Second is think about taxes across assets. IRA/401(k) are tax free once in the account, but since the source is a car sale, I’m thinking this would be a regular account. If you can contribute any part of the sale to a tax deferred account, do that.

For the tax deferred account, if there is not enough to fool with (say more than $10k but really more), I’d go with the index funds RunSilent recommended. A fund with high dividend or interest yield is ideal in this account since it is tax deferred. If you do have enough to feel comfortable picking stocks and diversifying (at least 5, ideally 10 or more stocks. So if average price is $50/share and a standard buy is 100 shares (or multiples of 100), you need $5k per stock. $25k-$50k for a DIY diversified portfolio, which can include those index funds.

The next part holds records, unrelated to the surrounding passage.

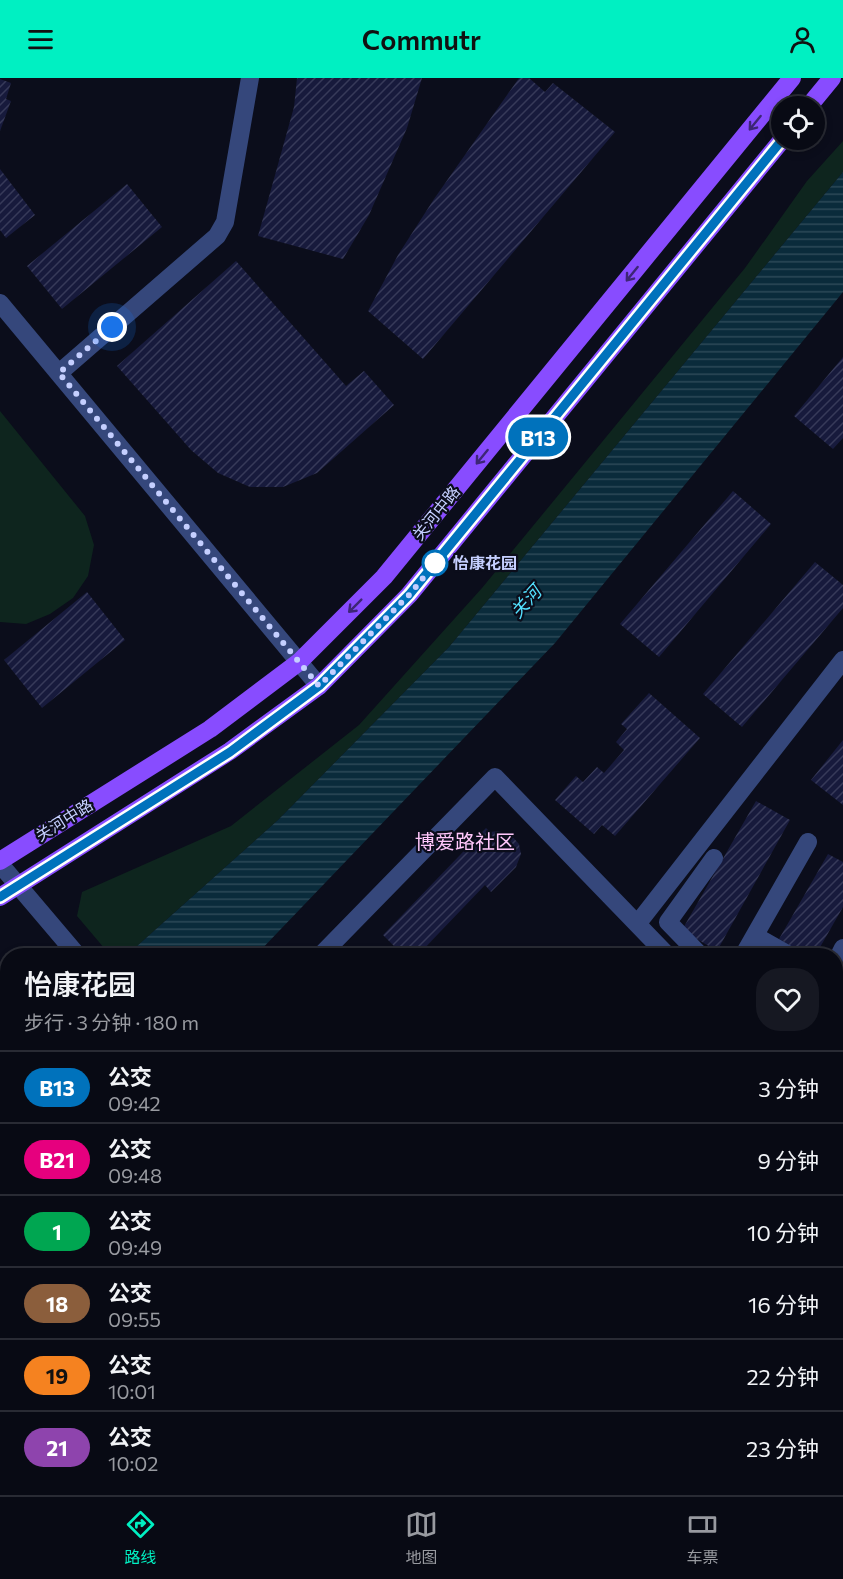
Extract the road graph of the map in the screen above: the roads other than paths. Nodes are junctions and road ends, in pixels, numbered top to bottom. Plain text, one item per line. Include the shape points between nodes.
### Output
1 (250, 78) edge
2 (792, 78) edge
3 (832, 78) edge
4 (817, 96) edge
5 (774, 150) edge
6 (0, 303) edge
7 (59, 373) junction
8 (843, 660) edge
9 (299, 662) junction
10 (319, 686) junction
11 (808, 842) dead end
12 (714, 858) dead end
13 (0, 862) edge
14 (18, 885) junction
15 (0, 897) edge
16 (638, 923) junction
17 (755, 936) junction
18 (71, 948) edge
19 (329, 948) edge
20 (661, 948) edge
21 (693, 948) edge
22 (748, 948) edge
23 (776, 948) edge

1 - 7 lane via 225,222 218,236
2 -> 9 main road, 关河中路 via 384,577
3 - 4 main road
5 - 10 main road, 关河中路 via 409,595
6 - 7 lane
7 - 9 lane
8 - 16 lane
9 - 10 lane
9 - 13 main road, 关河中路 via 210,729
10 - 14 main road, 关河中路 via 230,752
11 - 17 lane
12 - 21 lane via 668,922
13 - 14 lane
14 - 15 main road, 关河中路
14 - 18 lane
16 - 19 lane via 495,777
16 - 20 lane
17 - 22 lane
17 - 23 lane

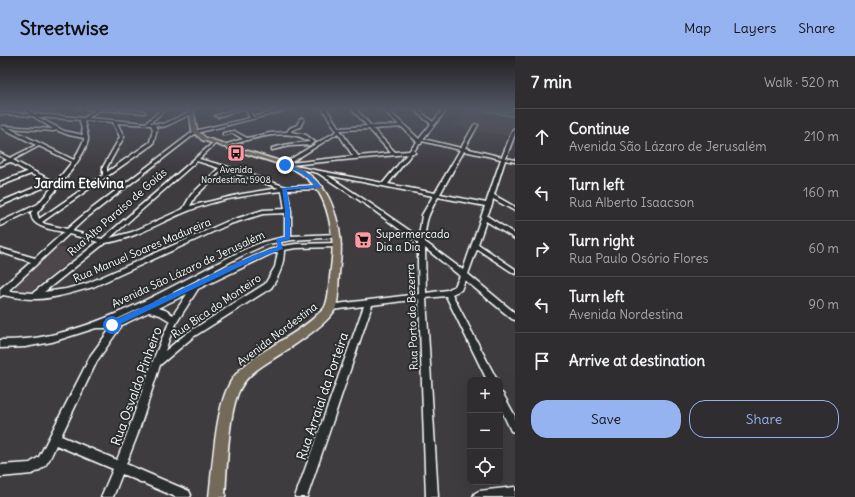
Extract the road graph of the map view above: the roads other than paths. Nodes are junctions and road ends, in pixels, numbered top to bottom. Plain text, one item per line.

If taxable account, same rules about diversification and funds, but now buy growth stocks because when you sell them (to realize gains, since you won’t be receiving cash dividends) the gains will be taxed at the lower long-term capital gains rate. Some dividends are ok, just recognize that they will be taxed at your marginal rate.

I like Motley Fool’s basic service ($99/yr I think) except that you will get up-sell emails every week. Use their recommendations as a starting point, do further research and reading on each stock before you buy. And apply your own standards - for example I don’t buy tobacco or alcohol stocks because of the damage those products have done to my friends and family. Fool is a good place to start reading up on stocks, and I really like their foundational advice: Never Sell! If you have that philosophy, you’ll think long-term about the prospects for the stock/company.

Others like to trade more frequently than I, some are in and out the same day, and use options, etc for more fun, gains and risk. All that depends on the level of expertise, confidence and risk you have.

Disclaimer: while I have a lot of experience in this area I am not a financial advisor. These are just my opinions and reflect my own risk tolerance.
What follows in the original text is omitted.